Community Language Learning draws on the counseling metaphor to redefine the
roles of the teacher (the counselor) and learners (the client?) in the language
classroom. The basic procedures of CLL can thus be seen as derived from the
counselor-client relationship.
A group of learners sit in a circle with the teacher standing outside the circle; a student whispers a message in the native language (LI); the teacher translates it into the foreign language (L2); the student repeats the message in the foreign language into a cassette; students compose further messages in the foreign language with the teacher's help; students reflect about their feelings. We can compare the client—counselor relationship psychological counseling with the learner—knower relationship in Community Language Learning
History of Community Language Learning
The Community Language Learning (CLL) was developed by
Charles A. Curran, a professor of psychology at Loyola University in Chicago.
He came up with the idea to apply the concept of
psychotherapy in the form of counseling to his students soon after he was
inspired by Carl Rogers.
Carl Rogers has a way in viewing education that in order to
facilitate learning so that each individual in the group can be valued and
prized appropriately, students and teacher should join together. This is the
main reason why Curran created a special method which is called the Community
Language Learning.
Principle of Community Language Learning
As given by Stevick
1. Language is a behavior of a learner that is directed
towards others. The learner can talk about things that make him interested and
things that he has been experienced before.
2. A learner can learn a new behavior fast if he is not
interrupted. Therefore a leaner as the client must have as many opportunities
as possible to practice his language knowledge without many interference from
the teacher as the counselor.
3. The counselor should give assistance the clients in using
their language all the time.
4. The counselor should give assistance in maintaining
useful behavior by using three suggested techniques, they are (1) give the
chance to clients to talk much, (2) develop the language productivity of the
clients and (3) give the counseling and then make some evaluations.
5. In preparing the materials, the counselor should choose the easy ones for both the clients and counselor which are suitable for the level and goal to be accomplished.

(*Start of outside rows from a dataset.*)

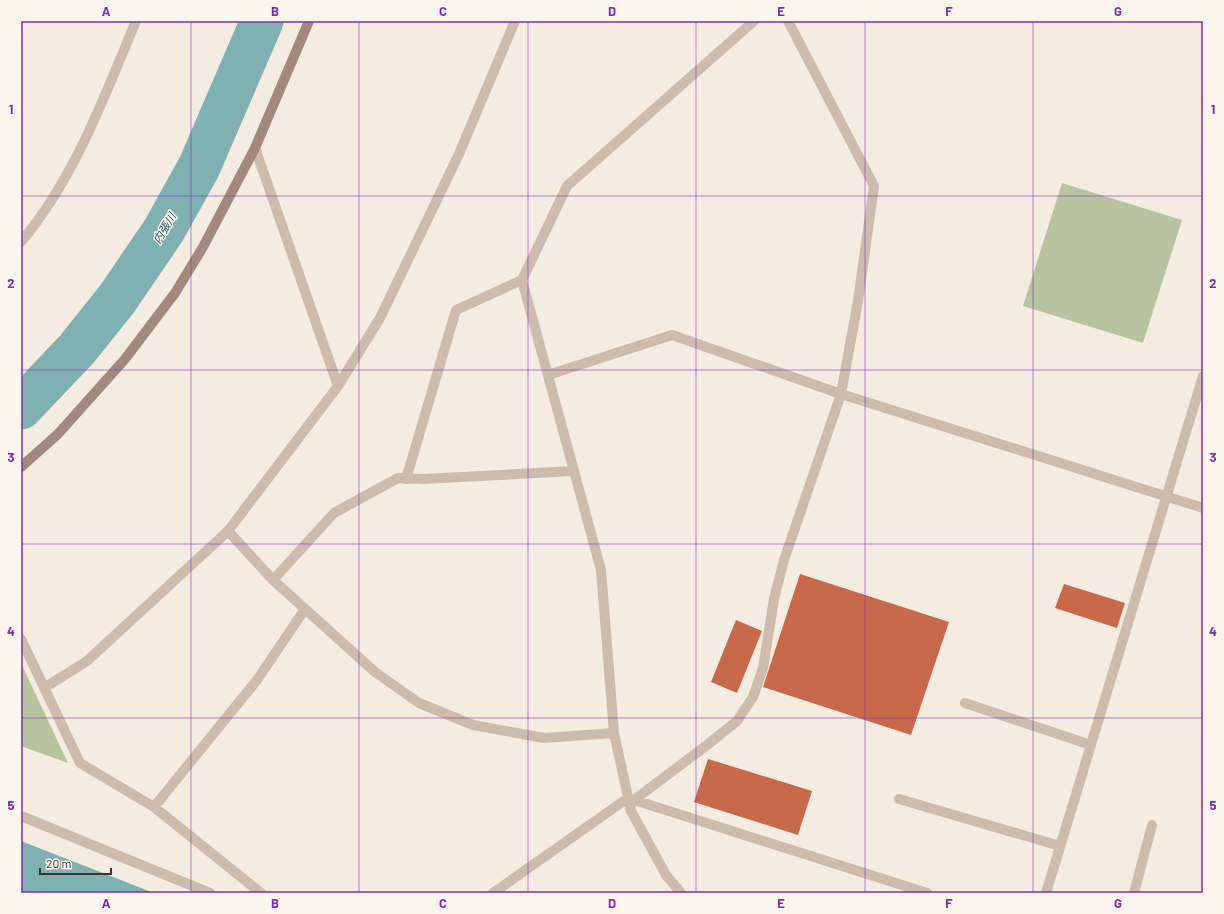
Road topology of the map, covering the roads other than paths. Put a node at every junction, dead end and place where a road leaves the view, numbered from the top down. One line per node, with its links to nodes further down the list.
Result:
1 (136, 21): 7 (street)
2 (309, 21): 6 (street)
3 (515, 21): 11 (street)
4 (754, 21): 8 (street)
5 (788, 21): 12 (street)
6 (255, 148): 11 (street); 13 (street)
7 (21, 242)
8 (522, 280): 9 (street); 15 (street)
9 (548, 375): 12 (street); 14 (street)
10 (1203, 376): 16 (street)
11 (338, 386): 18 (street)
12 (841, 394): 16 (street); 26 (street)
13 (21, 467)
14 (574, 471): 15 (street); 24 (street)
15 (406, 479): 19 (street)
16 (1167, 497): 17 (street); 25 (street)
17 (1203, 508)
18 (228, 531): 19 (street); 22 (street)
19 (273, 580): 20 (street)
20 (305, 609): 24 (street); 28 (street)
21 (21, 639): 22 (street)
22 (44, 688): 28 (street)
23 (965, 703): 25 (street)
24 (614, 733): 26 (street)
25 (1090, 745): 31 (street)
26 (631, 799): 34 (street); 35 (street); 36 (street)
27 (899, 799): 31 (street)
28 (154, 807): 33 (street)
29 (21, 816): 32 (street)
30 (1152, 825): 38 (street)
31 (1060, 846): 37 (street)
32 (210, 893)
33 (261, 893)
34 (493, 893)
35 (681, 893)
36 (927, 893)
37 (1046, 893)
38 (1134, 893)

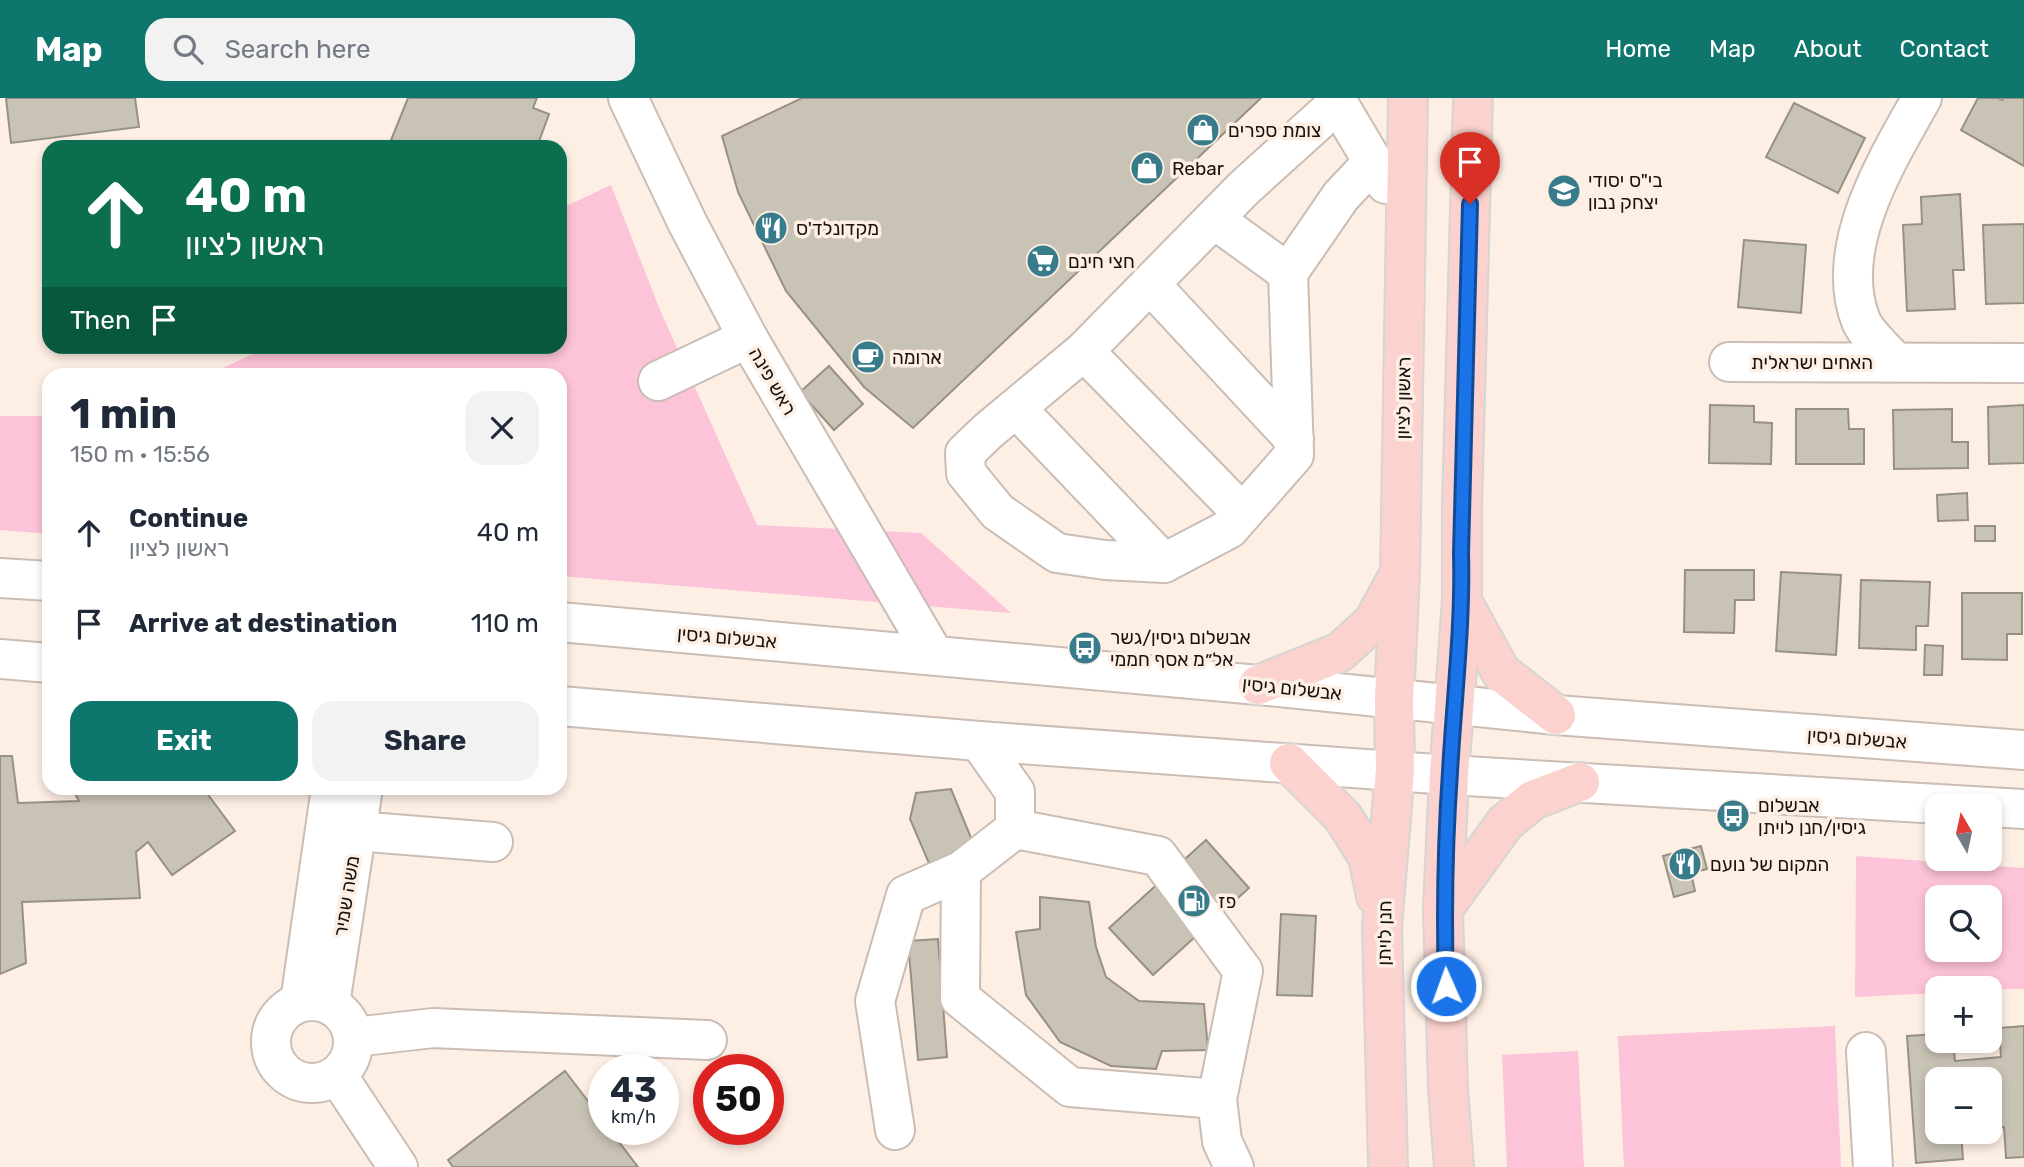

Principle of Community Language Learning
1. Building
a relationship with and among students is very important.
2. Any new
learning experience can be threatening. Students feel more secure when they
have an idea of what will happen in each activity. People learn no defensively
when they feel secure.
3. The superior
knowledge and power of the teacher can be threatening. If the teacher does not
remain in the front of the classroom, the threat is reduced and the students’
learning is facilitated.
4. The teacher
should be sensitive to students’ level of confidence and give them just what
they need to be successful.
6. The teacher
‘counsels’ the students. He does not offer advice, but rather shows them that
he is really listening to them and understands what they are saying.
7. Learning at
the beginning stages is facilitated if students attend to one task at a time.
8. The teacher
encourages student initiative and independence, but does not let students
flounder in uncomfortable silences.
Characteristics of Community Language Learning
1. Students
typically have a conversation using their native language.
2. The teacher
helps them express what they want to say by giving them the target language
translation.
3. These words
are recorded, and when they are replayed, it sounds like a fairly fluid
conversation.
4. Later, a
transcript is made of the conversation, and native language equivalents are
written beneath the target language words.
6. Various
activities are conducted (for example, examination of a grammar point, working
on pronunciation of a particular phrase, or creating new sentences with words
from the transcript) that allow students to further explore the language they
have generated.
7. During the
course of the lesson, students are invited to say how they feel, and in return
the teacher understands them.
(1) The teacher: The teacher’s initial role is primarily
that of a counselor. This means that the teacher recognizes how threatening a
new learning situation, can be for adult learners, so he skillfully understands
and supports his students in their struggle to master the target language.
(2) The students:
Initially the learners are very dependent upon the teacher. As the learners
continue to study, they become increasingly independent.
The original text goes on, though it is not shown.